Liver transplants giving children with a rare disease 'a new life'
New approach is taken to treat metabolic disorder
WASHINGTON -- Liver transplants seem to be curing about a dozen children of a rare disease so unforgiving that the slightest dietary misstep can prove brain-damaging or fatal.
Now instead of a life of fear with every bite of a strict low- protein diet, patients with maple syrup urine disease eat ice cream, hamburgers, and other normal children's fare.
And doctors are studying whether the transplants help children who have had some brain damage get a little better in addition to averting problems.
''Subjectively, we're noting things like improved attention span, better speech, areas we are thrilled that are occurring," said Dr. George Mazariegos of Children's Hospital of Pittsburgh. He is about to publish in a medical journal the first results of this new approach to treating the genetic disease.
As his first patient's mother, Susan Jasin of Alpharetta, Ga., put it: ''It's a new life for us." Her son Jakob, now 5, underwent the transplant in May 2004.

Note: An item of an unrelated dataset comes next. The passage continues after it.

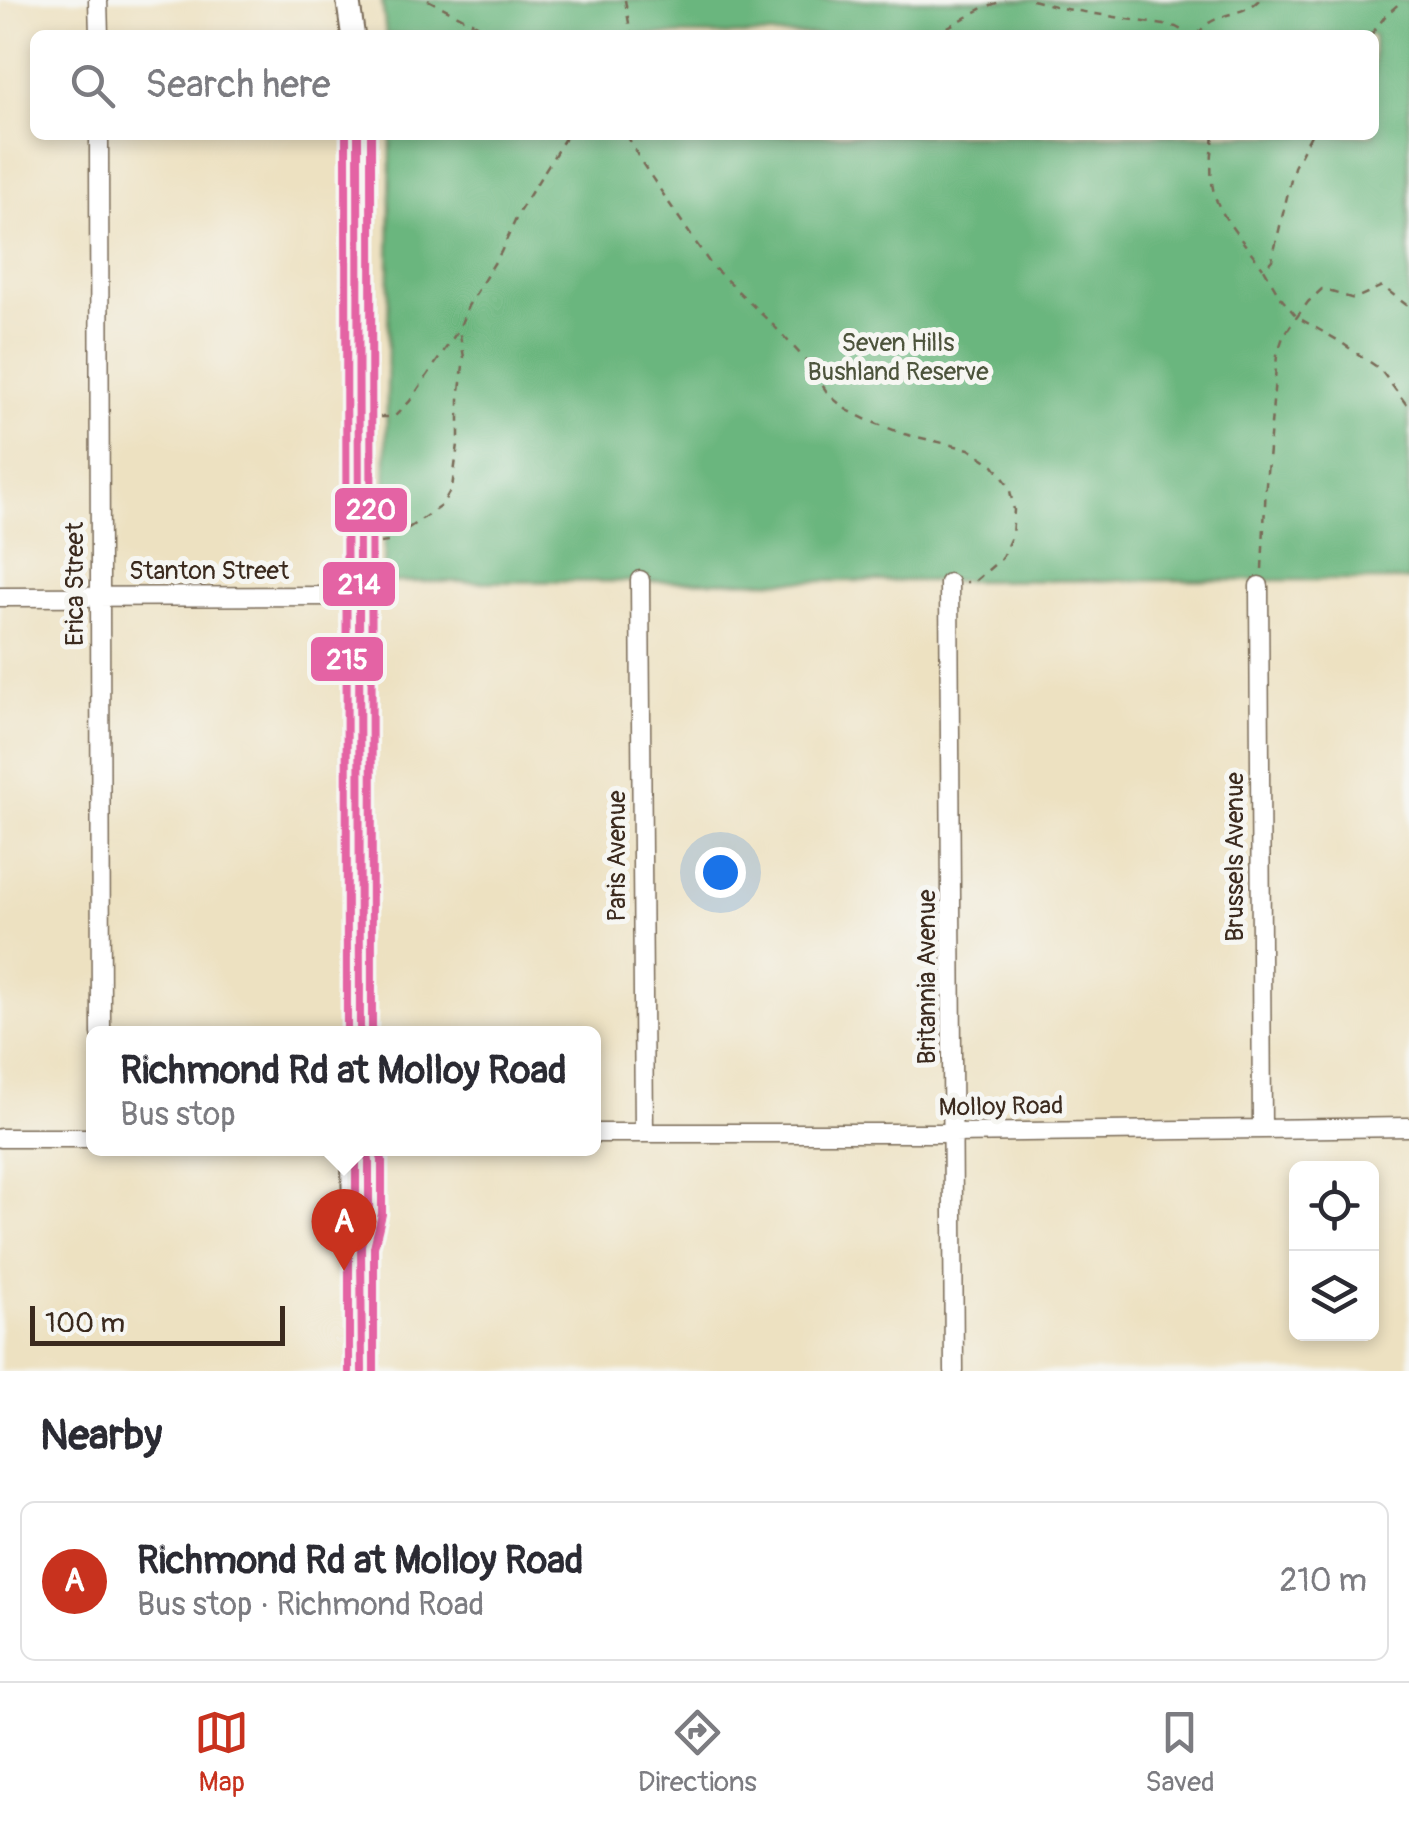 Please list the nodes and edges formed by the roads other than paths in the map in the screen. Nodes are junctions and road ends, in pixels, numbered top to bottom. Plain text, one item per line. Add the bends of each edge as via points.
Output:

Maple syrup urine disease, named for the telltale symptom of sweet-smelling urine, occurs in about 1 in 225,000 births. Patients' bodies can't process three amino acids found in protein -- leucine, isoleucine, and valine. Those amino acids can build up to toxic levels, causing mental retardation, physical disabilities from neurologic damage, and even death.
To survive, patients are put on a lifelong diet that is super-low in protein; many patients' primary nourishment is a special liquid formula. Because some protein is in most foods, restrictions on other fare go beyond no meat or dairy products. Jakob, for instance, liked potatoes so his mother carried a scale to measure the handful of french fries his body could tolerate.
Diet aside, even a minor illness that causes children not to eat on schedule can send them into seizures as their bodies break down stored protein.
Improved newborn screening is allowing treatment to start earlier, saving lives. But few patients reach adulthood without some neurologic delay or worse, said Mazariegos, who described his team's first 13 transplants at a recent pediatricians' meeting.
All the patients began eating a regular diet within days of surgery, and their bodies are normally processing protein, Mazariegos reported. Five had mild symptoms of organ rejection, controlled with medication.
Any age after 1 seems OK to operate, he says. The median age of his patients is 6; the youngest was 1 1/2 and the oldest 20.
That a transplant might help was a surprise, discovered when an 8-year-old with the illness received one after a vitamin A overdose destroyed her liver. Her amino acid levels normalized within hours of the 1997 transplant, and she's been fine since.
A new liver doesn't get rid of the genetic defect, but it seems to carry enough of a protein-digesting enzyme to counter the defect.